March 30, 2005

Composers and P2P

For most composers, getting email, maybe even setting up a simple web page, counts as keeping up with the times. Some composers have even set up blogs to air their opinions, but few people have really taken advantage of the internet to distribute their music. It's possible to find some MP3s every now and then, but most composers only post a section or two from the whole piece. If you decide that you want to hear the whole thing, you have to track down a CD. Of course, the composer might not mention what record company released the CD, the CD might be out of print, you might have to special order it...before long, too many problems crop up. Unless the selection you heard was so astounding that you will stop at nothing to buy the CD, you may just give up and move on.

Even if a composer makes full pieces available for download, he's still putting himself at a little bit of a disadvantage. He has to pay hosting fees, design the web site (or pay someone else to), and encode his music. He also has to promote his work, let his audience know about the downloads he has available, and convince them to download them. The composer is responsible for just about everything; these things take time away from writing music and all the musical and extramusical issues associated with that.

CD Baby is a pretty good way to get your music out there. You have to provide them with a packaged CD, but they'll take care of distribution and promotion. However, you're still stuck with manufacturing the discs (either through paying to get some pressed or burning some CD-Rs) and the packaging. This may seem like a lot of work, especially if you don't have a clear sense of how many you'll actually sell. Internet radio is another direction to go in, but it prevents your music from moving beyond the radio station. People are still forced to look for recordings if they want their own copy.

What you really want is a way to distribute your music that doesn't require a lot of overhead, relieves some of the marketing work, and maybe even lets a little money slip back your way. What the classical world needs to discover is P2P. Peer-to-peer networks allow users to download content from each other instead of relying on a centralized server. This means that content creators don't have to maintain websites and find ways to drive people to them. Your audience does the distribution and marketing for you. If you want to release a new recording into the world, all you need to do is send it to a few friends. Eventually it will spread throughout the P2P network. Using P2P also gives you instant feedback on what your audience thinks. If people like your music, multiple sources for it will show in a search for it. Tools like Weed can help you get paid and provide encouragement for people to spread your music around.

Starting up a service like this is incredibly easy, something I would be willing to do myself. However, would other composers be interested in using it? What issues do people foresee in releasing their work like this? Drop by the comments and leave your feelings about this; maybe we can get something going.

March 28, 2005

Playing Nicely with Other People

“Process music” was among the many classifications first thrust upon what's now usually called minimalism. While not always applicable, a lot of early minimalism was based on the slow realization of a few simple instructions. Some music out of the New York School could be described in a similar way.
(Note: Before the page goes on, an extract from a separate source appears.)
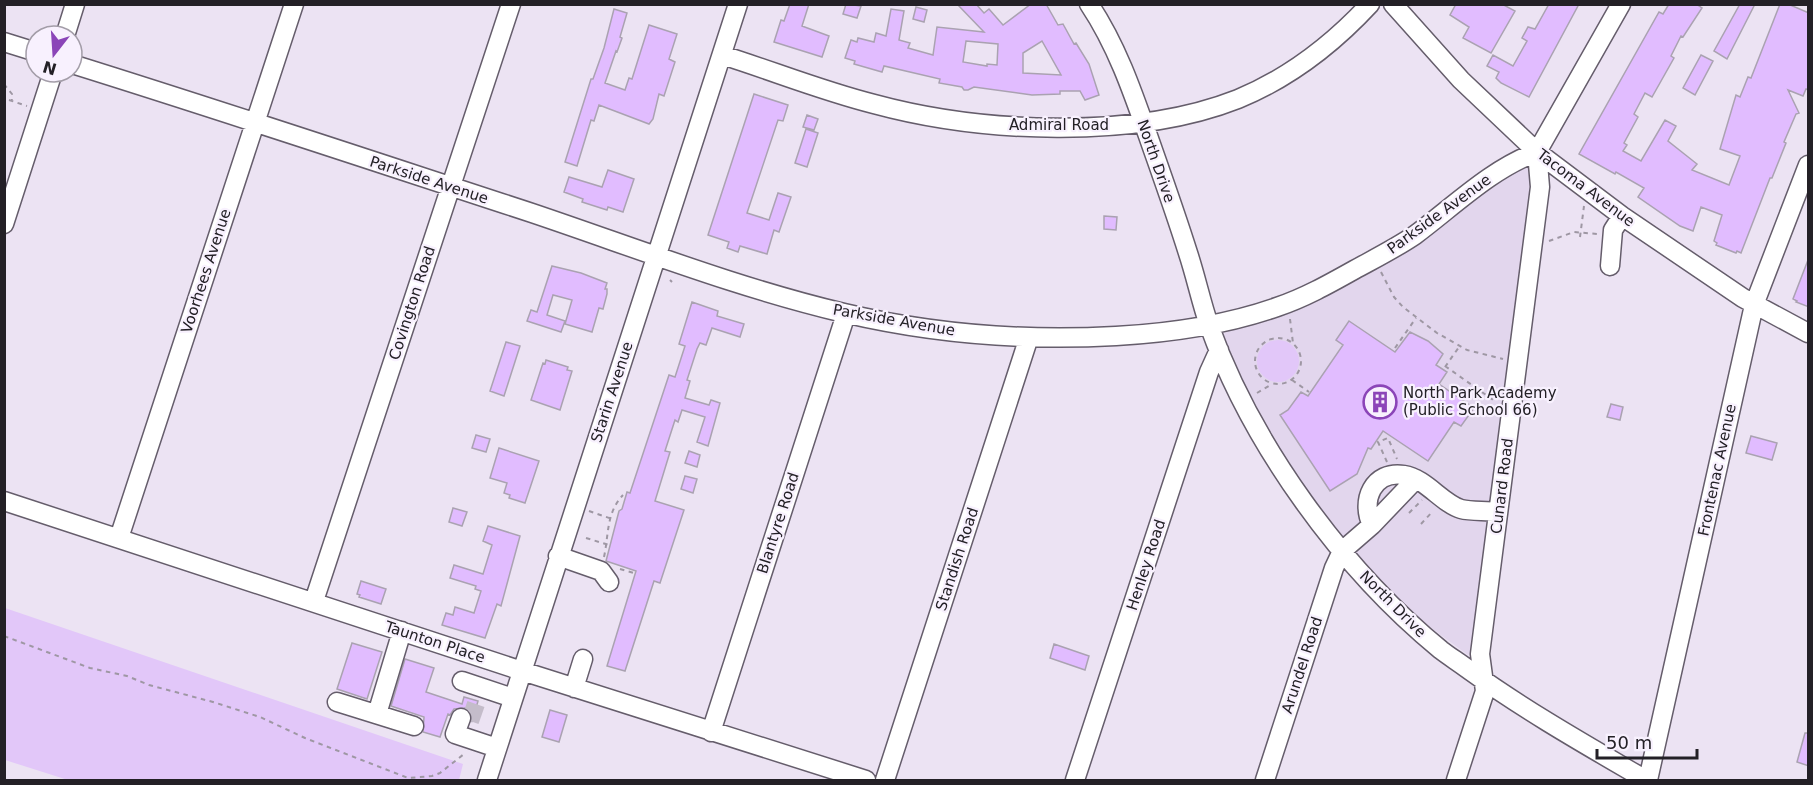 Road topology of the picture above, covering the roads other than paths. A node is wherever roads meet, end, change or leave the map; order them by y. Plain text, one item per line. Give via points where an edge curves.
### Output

One of the effects of this attitude is to shift listener attention away from a large-scale developmental thrust towards the beauty of individual moments.

Classical concerts don't engender a lot of social interaction during the concert because development-oriented music requires one's undivided attention. Music that flows between individual moments produces a different kind of relationship between the music and its audience. Since events aren't tied to a large scale trajectory, you can breath a little more while listening to process-oriented music. The experience can become more social. If you want to make a comment to someone you're sitting with, the rest of the piece won't become lost on you. In this way, process-oriented music has a lot in common with jazz and popular music. The larger structure (the band's set) has value as a totality, but its pieces (the songs) are worth something on their own.

It can be hard to get friends interested in a lot of the music I like, but I had a great time listening to Indeterminacy with someone. Its structure allowed us to comment on Cage's stories while we listened. We may have missed out on an entire piece every now and then, but the bits we did talk were absorbed that much more. Listening to the music became a positive shared experience, one centered around the music. Most composers would agree that getting their music entered into part of someone's life is a Good Thing. Writing “process music” is certainly not for everyone, but exploring different forms and how they relate to social experiences is one way to help your music to do this.

March 26, 2005

Frontispiece

The distinction between form and content informs many discussions on music. Musicians throughout history can't seem to agree which is more important to music (if one should even be more important). Western art music's roots in the church among the so-called "quadrivium" of arithmetic, geometry, music, and astronomy gave its early history a certain scientific slant.

Some remarks in the Guardian on Boulez's recent birthday show that this stance is still alive and kicking today. In fact, Oliver Knussen compares him to a "medieval monk." Among the respondants, no one contests his skill as a craftsman, but several find the content of his music sorely lacking. What's interesting isn't that Boulez polarizes audiences (this has been established for some time), but that the composers called upon mostly focused on either form or content as exclusive entities. Only Thomas Adès really acknowledged that in art there is a dialogue between form and content. If this blog has a "mission," it is to be sensitive to how the two interact and balance each other.